Blake Butler, Kate Zambreno, Amy King and I recently had an interesting and lengthy conversation about gender, publishing and so much more, prompted by lots of things including the recent, and largely excellent discussion in Blake’s “Language Over Body” post about the second issue of We Are Champion. Over the next three days, I’m going to post that conversation and we all hope you guys join in on our conversation and share your thoughts.
Amy: I don’t know if you’ll be pleased to know that conjured your name today, Kate, over at Roxane’s gig, HTMLGIANT. A post pimping the second issue of a new mag, “We Are Champion,” doesn’t note that it’s an all-male issue or that the first one included the work of only three women. Just one tiny example of a recurring indicator that women writers still aren’t taken seriously, actively sought out, promoted, etc.
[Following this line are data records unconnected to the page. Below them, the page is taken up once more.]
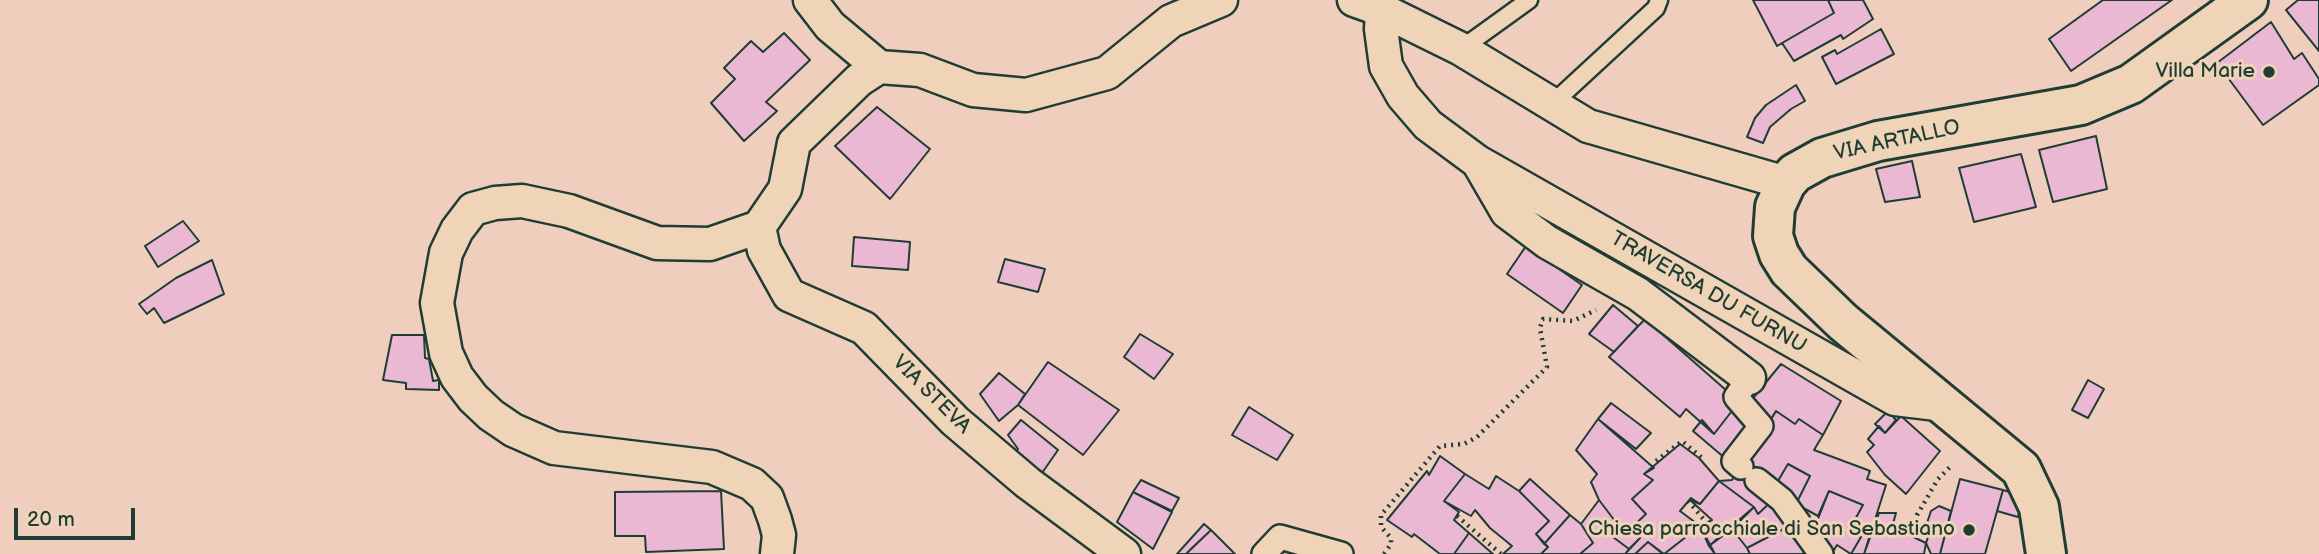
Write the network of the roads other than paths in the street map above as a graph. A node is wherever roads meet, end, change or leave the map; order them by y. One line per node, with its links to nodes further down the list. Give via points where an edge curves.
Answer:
1 (810, 0): 8 (street, via 830,26)
2 (1221, 0): 8 (street, via 1171,21 1107,73 1026,95 973,90 920,71)
3 (1529, 0): 7 (lane)
4 (1659, 0): 9 (lane, via 1656,8)
5 (2248, 0): 11 (street, VIA ARTALLO, via 2130,84 2081,105 1878,141 1805,165)
6 (1368, 5): 7 (street); 10 (street, TRAVERSA DU FURNU, via 1381,29 1385,66 1403,96 1428,125)
7 (1461, 49): 9 (street)
8 (879, 67): 12 (street, via 859,80 794,143 785,189)
9 (1552, 104): 11 (street, via 1588,126 1631,141)
10 (1478, 162): 13 (street, TRAVERSA DU FURNU, via 1507,212 1547,242 1638,294); 14 (street, TRAVERSA DU FURNU, via 1895,399)
11 (1786, 183): 14 (street, via 1775,207 1773,229 1789,270 1843,322)
12 (759, 227): 15 (street, via 710,244 657,243 569,211 522,201 495,203 473,209 457,230 446,253 437,303 446,353 457,377 491,415 554,448 712,467 752,484 767,498 775,520); 16 (street, VIA STEVA, via 764,250 789,295 864,328 955,421 1028,483)
13 (1749, 378): 19 (street, TRAVERSA DU FURNU, via 1737,397 1761,426 1744,469 1782,500)
14 (1945, 405): 20 (street, via 2021,469 2044,526)
15 (777, 554)
16 (1125, 554)
17 (1264, 554): 18 (street, via 1280,537)
18 (1342, 554)
19 (1821, 554)
20 (2046, 554)

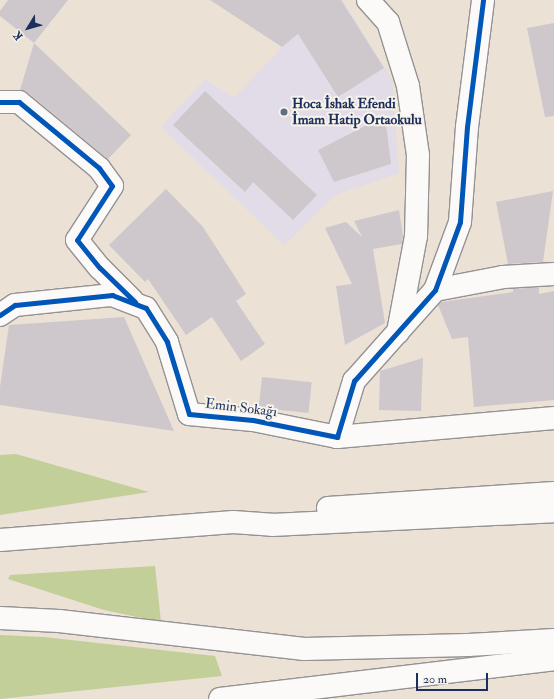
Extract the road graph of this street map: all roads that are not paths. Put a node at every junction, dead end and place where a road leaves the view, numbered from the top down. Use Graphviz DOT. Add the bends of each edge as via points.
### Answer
graph roads {
  1 [pos="368,0"];
  2 [pos="482,1"];
  3 [pos="0,102"];
  4 [pos="554,274"];
  5 [pos="435,290"];
  6 [pos="138,305"];
  7 [pos="0,315"];
  8 [pos="398,334"];
  9 [pos="554,418"];
  10 [pos="336,437"];
  11 [pos="554,493"];
  12 [pos="554,511"];
  13 [pos="233,522"];
  14 [pos="0,540"];
  15 [pos="0,618"];
  16 [pos="554,640"];
  17 [pos="554,659"];
  18 [pos="220,699"];
  1 -- 8 [label="main road" via="388,22 408,86 418,155 416,236"];
  2 -- 5 [label="main road" via="467,127 460,222"];
  3 -- 6 [label="main road" via="19,102 99,168 112,186 77,240 100,268"];
  4 -- 5 [label="main road" via="503,277"];
  5 -- 8 [label="main road"];
  6 -- 7 [label="main road, Emin Sokağı" via="112,295 15,305"];
  6 -- 10 [label="main road, Emin Sokağı" via="146,308 167,342 189,414 253,420"];
  8 -- 10 [label="main road" via="354,381"];
  9 -- 10 [label="main road"];
  11 -- 13 [label="main road" via="267,511"];
  12 -- 13 [label="main road" via="272,525"];
  13 -- 14 [label="main road"];
  15 -- 16 [label="main road" via="59,622 304,649 468,646"];
  17 -- 18 [label="main road"];
}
Kate: I actually thought the great majority of the conversation that went around this issue on HTML Giant seemed considered and thoughtful, both the idea of “counting” as seeming problematic, and shouldn’t it just be about the writing, and the other side problematizing how when such an inequity occurs it’s just dismissed as “this is just the best writing out there,” etc. I think it’s a worthwhile issue to explore, if there is still such an inequity in terms of numbers of women published in literary journals (or anyone not straight, white, men). I’m thinking of Juliana Spahr/Stephanie Young’s Number Trouble piece that was published in Chicago Review. I agree with Roxane that this We Are Champion that didn’t feature any women writers is a symptom of a gender inequity that might be still there in terms of innovative writing, but is not the disease itself. And that zeroing in on this one issue is not really getting at the larger context (although perhaps opening the discussion?)
Roxane: I’m a Libra so I often have many and conflicting opinions about things. I do think the all-male issue of We Are Champion is problematic but I also know that there are many factors involved in how a given issue of a magazine is assembled. While there are many, many problems with how women writers are treated, regarded, and promoted within the publishing community, I am not convinced that the second issue of a small online magazine is an indicator of a problem that is systemic, pervasive, and ongoing.